▸ **What is needed**: With every line kept intact, print the entries that appear below.

▸ **Source data**:
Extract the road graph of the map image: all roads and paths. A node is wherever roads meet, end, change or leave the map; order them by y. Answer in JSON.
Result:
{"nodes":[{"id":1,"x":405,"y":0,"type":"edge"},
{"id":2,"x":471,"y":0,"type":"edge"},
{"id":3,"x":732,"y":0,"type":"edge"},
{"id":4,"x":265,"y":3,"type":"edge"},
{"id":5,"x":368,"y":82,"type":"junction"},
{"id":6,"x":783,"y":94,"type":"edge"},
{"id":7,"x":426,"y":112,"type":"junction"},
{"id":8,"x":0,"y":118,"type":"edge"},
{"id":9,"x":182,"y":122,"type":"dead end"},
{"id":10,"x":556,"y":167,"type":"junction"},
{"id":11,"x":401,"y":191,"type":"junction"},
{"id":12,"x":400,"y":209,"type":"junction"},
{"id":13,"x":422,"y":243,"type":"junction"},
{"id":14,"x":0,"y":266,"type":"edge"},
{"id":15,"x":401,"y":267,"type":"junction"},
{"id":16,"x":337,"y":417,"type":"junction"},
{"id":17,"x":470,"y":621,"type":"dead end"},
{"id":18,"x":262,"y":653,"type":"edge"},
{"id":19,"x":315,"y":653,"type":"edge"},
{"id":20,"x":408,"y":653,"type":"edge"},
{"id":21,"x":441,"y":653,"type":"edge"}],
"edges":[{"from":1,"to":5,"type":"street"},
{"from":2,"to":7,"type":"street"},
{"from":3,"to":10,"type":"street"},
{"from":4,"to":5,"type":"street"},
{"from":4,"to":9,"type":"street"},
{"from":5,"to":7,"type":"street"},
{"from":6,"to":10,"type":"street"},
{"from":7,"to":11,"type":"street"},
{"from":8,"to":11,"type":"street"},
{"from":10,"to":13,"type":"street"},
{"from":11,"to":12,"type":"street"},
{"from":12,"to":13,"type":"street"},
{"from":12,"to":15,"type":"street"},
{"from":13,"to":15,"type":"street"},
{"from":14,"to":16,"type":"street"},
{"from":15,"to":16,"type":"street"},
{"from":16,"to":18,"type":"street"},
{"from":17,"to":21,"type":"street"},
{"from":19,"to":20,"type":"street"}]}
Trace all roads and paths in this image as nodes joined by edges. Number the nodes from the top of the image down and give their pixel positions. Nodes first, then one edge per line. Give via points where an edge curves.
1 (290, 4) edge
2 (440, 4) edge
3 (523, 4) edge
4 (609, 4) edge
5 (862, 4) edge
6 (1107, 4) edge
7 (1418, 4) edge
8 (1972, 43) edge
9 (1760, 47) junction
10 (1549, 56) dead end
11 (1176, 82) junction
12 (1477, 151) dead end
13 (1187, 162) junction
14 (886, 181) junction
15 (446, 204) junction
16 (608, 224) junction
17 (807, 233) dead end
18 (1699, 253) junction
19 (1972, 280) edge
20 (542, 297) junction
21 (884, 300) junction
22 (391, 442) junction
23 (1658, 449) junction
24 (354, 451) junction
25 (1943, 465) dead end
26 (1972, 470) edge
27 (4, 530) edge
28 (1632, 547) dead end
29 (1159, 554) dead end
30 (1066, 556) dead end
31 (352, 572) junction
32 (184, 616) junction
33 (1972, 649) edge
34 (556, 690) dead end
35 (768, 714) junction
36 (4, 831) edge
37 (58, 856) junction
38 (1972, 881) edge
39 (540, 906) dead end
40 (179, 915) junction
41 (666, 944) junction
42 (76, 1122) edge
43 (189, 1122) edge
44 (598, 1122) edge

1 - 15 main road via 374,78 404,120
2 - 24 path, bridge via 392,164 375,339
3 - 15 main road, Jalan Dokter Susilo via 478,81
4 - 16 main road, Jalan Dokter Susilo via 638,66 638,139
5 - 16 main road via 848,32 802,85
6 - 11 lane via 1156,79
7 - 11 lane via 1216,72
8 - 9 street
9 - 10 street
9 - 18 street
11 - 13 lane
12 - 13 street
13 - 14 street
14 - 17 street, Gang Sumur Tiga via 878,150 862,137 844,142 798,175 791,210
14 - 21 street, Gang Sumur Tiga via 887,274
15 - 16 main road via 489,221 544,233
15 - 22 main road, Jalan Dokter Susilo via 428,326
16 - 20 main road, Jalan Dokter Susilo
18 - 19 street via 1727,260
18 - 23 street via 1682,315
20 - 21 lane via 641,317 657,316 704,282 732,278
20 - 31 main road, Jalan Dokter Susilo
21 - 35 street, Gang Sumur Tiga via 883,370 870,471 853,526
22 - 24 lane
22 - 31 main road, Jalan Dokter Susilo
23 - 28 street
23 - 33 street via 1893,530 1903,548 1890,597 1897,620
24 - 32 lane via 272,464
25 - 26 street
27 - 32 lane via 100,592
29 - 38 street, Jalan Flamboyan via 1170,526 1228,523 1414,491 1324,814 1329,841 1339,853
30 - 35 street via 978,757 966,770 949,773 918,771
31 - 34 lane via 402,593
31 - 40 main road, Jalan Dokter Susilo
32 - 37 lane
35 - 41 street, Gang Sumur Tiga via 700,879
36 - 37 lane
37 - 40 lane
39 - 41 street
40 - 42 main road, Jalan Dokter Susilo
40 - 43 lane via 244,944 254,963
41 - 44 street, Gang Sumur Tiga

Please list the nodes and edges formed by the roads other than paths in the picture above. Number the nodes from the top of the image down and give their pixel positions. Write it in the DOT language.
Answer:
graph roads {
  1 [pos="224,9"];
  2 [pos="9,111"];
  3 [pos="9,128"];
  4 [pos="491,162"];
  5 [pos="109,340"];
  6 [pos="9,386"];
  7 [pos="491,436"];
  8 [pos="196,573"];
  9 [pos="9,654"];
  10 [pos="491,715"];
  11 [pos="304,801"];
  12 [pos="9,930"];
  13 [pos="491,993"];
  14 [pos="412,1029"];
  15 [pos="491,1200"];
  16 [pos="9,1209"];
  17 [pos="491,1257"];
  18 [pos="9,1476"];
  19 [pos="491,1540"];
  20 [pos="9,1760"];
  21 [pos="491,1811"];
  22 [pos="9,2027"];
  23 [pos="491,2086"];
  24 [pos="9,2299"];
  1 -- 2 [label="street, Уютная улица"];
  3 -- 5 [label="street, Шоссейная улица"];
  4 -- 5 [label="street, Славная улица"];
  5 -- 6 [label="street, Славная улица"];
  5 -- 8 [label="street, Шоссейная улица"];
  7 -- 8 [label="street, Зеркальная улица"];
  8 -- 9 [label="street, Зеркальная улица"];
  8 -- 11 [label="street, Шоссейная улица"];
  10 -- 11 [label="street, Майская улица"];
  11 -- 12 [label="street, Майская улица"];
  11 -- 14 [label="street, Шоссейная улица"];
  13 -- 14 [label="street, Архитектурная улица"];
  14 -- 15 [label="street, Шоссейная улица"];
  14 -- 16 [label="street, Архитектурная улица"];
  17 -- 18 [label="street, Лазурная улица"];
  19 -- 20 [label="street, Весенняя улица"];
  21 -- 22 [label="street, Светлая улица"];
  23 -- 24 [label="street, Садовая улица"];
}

▸ **Solution to this problem**:
Extract the road graph of the map image: all roads and paths. A node is wherever roads meet, end, change or leave the map; order them by y. Answer in JSON.
Result:
{"nodes":[{"id":1,"x":405,"y":0,"type":"edge"},
{"id":2,"x":471,"y":0,"type":"edge"},
{"id":3,"x":732,"y":0,"type":"edge"},
{"id":4,"x":265,"y":3,"type":"edge"},
{"id":5,"x":368,"y":82,"type":"junction"},
{"id":6,"x":783,"y":94,"type":"edge"},
{"id":7,"x":426,"y":112,"type":"junction"},
{"id":8,"x":0,"y":118,"type":"edge"},
{"id":9,"x":182,"y":122,"type":"dead end"},
{"id":10,"x":556,"y":167,"type":"junction"},
{"id":11,"x":401,"y":191,"type":"junction"},
{"id":12,"x":400,"y":209,"type":"junction"},
{"id":13,"x":422,"y":243,"type":"junction"},
{"id":14,"x":0,"y":266,"type":"edge"},
{"id":15,"x":401,"y":267,"type":"junction"},
{"id":16,"x":337,"y":417,"type":"junction"},
{"id":17,"x":470,"y":621,"type":"dead end"},
{"id":18,"x":262,"y":653,"type":"edge"},
{"id":19,"x":315,"y":653,"type":"edge"},
{"id":20,"x":408,"y":653,"type":"edge"},
{"id":21,"x":441,"y":653,"type":"edge"}],
"edges":[{"from":1,"to":5,"type":"street"},
{"from":2,"to":7,"type":"street"},
{"from":3,"to":10,"type":"street"},
{"from":4,"to":5,"type":"street"},
{"from":4,"to":9,"type":"street"},
{"from":5,"to":7,"type":"street"},
{"from":6,"to":10,"type":"street"},
{"from":7,"to":11,"type":"street"},
{"from":8,"to":11,"type":"street"},
{"from":10,"to":13,"type":"street"},
{"from":11,"to":12,"type":"street"},
{"from":12,"to":13,"type":"street"},
{"from":12,"to":15,"type":"street"},
{"from":13,"to":15,"type":"street"},
{"from":14,"to":16,"type":"street"},
{"from":15,"to":16,"type":"street"},
{"from":16,"to":18,"type":"street"},
{"from":17,"to":21,"type":"street"},
{"from":19,"to":20,"type":"street"}]}
Trace all roads and paths in this image as nodes joined by edges. Number the nodes from the top of the image down and give their pixel positions. Nodes first, then one edge per line. Give via points where an edge curves.
1 (290, 4) edge
2 (440, 4) edge
3 (523, 4) edge
4 (609, 4) edge
5 (862, 4) edge
6 (1107, 4) edge
7 (1418, 4) edge
8 (1972, 43) edge
9 (1760, 47) junction
10 (1549, 56) dead end
11 (1176, 82) junction
12 (1477, 151) dead end
13 (1187, 162) junction
14 (886, 181) junction
15 (446, 204) junction
16 (608, 224) junction
17 (807, 233) dead end
18 (1699, 253) junction
19 (1972, 280) edge
20 (542, 297) junction
21 (884, 300) junction
22 (391, 442) junction
23 (1658, 449) junction
24 (354, 451) junction
25 (1943, 465) dead end
26 (1972, 470) edge
27 (4, 530) edge
28 (1632, 547) dead end
29 (1159, 554) dead end
30 (1066, 556) dead end
31 (352, 572) junction
32 (184, 616) junction
33 (1972, 649) edge
34 (556, 690) dead end
35 (768, 714) junction
36 (4, 831) edge
37 (58, 856) junction
38 (1972, 881) edge
39 (540, 906) dead end
40 (179, 915) junction
41 (666, 944) junction
42 (76, 1122) edge
43 (189, 1122) edge
44 (598, 1122) edge

1 - 15 main road via 374,78 404,120
2 - 24 path, bridge via 392,164 375,339
3 - 15 main road, Jalan Dokter Susilo via 478,81
4 - 16 main road, Jalan Dokter Susilo via 638,66 638,139
5 - 16 main road via 848,32 802,85
6 - 11 lane via 1156,79
7 - 11 lane via 1216,72
8 - 9 street
9 - 10 street
9 - 18 street
11 - 13 lane
12 - 13 street
13 - 14 street
14 - 17 street, Gang Sumur Tiga via 878,150 862,137 844,142 798,175 791,210
14 - 21 street, Gang Sumur Tiga via 887,274
15 - 16 main road via 489,221 544,233
15 - 22 main road, Jalan Dokter Susilo via 428,326
16 - 20 main road, Jalan Dokter Susilo
18 - 19 street via 1727,260
18 - 23 street via 1682,315
20 - 21 lane via 641,317 657,316 704,282 732,278
20 - 31 main road, Jalan Dokter Susilo
21 - 35 street, Gang Sumur Tiga via 883,370 870,471 853,526
22 - 24 lane
22 - 31 main road, Jalan Dokter Susilo
23 - 28 street
23 - 33 street via 1893,530 1903,548 1890,597 1897,620
24 - 32 lane via 272,464
25 - 26 street
27 - 32 lane via 100,592
29 - 38 street, Jalan Flamboyan via 1170,526 1228,523 1414,491 1324,814 1329,841 1339,853
30 - 35 street via 978,757 966,770 949,773 918,771
31 - 34 lane via 402,593
31 - 40 main road, Jalan Dokter Susilo
32 - 37 lane
35 - 41 street, Gang Sumur Tiga via 700,879
36 - 37 lane
37 - 40 lane
39 - 41 street
40 - 42 main road, Jalan Dokter Susilo
40 - 43 lane via 244,944 254,963
41 - 44 street, Gang Sumur Tiga

Please list the nodes and edges formed by the roads other than paths in the picture above. Number the nodes from the top of the image down and give their pixel positions. Write it in the DOT language.
Answer:
graph roads {
  1 [pos="224,9"];
  2 [pos="9,111"];
  3 [pos="9,128"];
  4 [pos="491,162"];
  5 [pos="109,340"];
  6 [pos="9,386"];
  7 [pos="491,436"];
  8 [pos="196,573"];
  9 [pos="9,654"];
  10 [pos="491,715"];
  11 [pos="304,801"];
  12 [pos="9,930"];
  13 [pos="491,993"];
  14 [pos="412,1029"];
  15 [pos="491,1200"];
  16 [pos="9,1209"];
  17 [pos="491,1257"];
  18 [pos="9,1476"];
  19 [pos="491,1540"];
  20 [pos="9,1760"];
  21 [pos="491,1811"];
  22 [pos="9,2027"];
  23 [pos="491,2086"];
  24 [pos="9,2299"];
  1 -- 2 [label="street, Уютная улица"];
  3 -- 5 [label="street, Шоссейная улица"];
  4 -- 5 [label="street, Славная улица"];
  5 -- 6 [label="street, Славная улица"];
  5 -- 8 [label="street, Шоссейная улица"];
  7 -- 8 [label="street, Зеркальная улица"];
  8 -- 9 [label="street, Зеркальная улица"];
  8 -- 11 [label="street, Шоссейная улица"];
  10 -- 11 [label="street, Майская улица"];
  11 -- 12 [label="street, Майская улица"];
  11 -- 14 [label="street, Шоссейная улица"];
  13 -- 14 [label="street, Архитектурная улица"];
  14 -- 15 [label="street, Шоссейная улица"];
  14 -- 16 [label="street, Архитектурная улица"];
  17 -- 18 [label="street, Лазурная улица"];
  19 -- 20 [label="street, Весенняя улица"];
  21 -- 22 [label="street, Светлая улица"];
  23 -- 24 [label="street, Садовая улица"];
}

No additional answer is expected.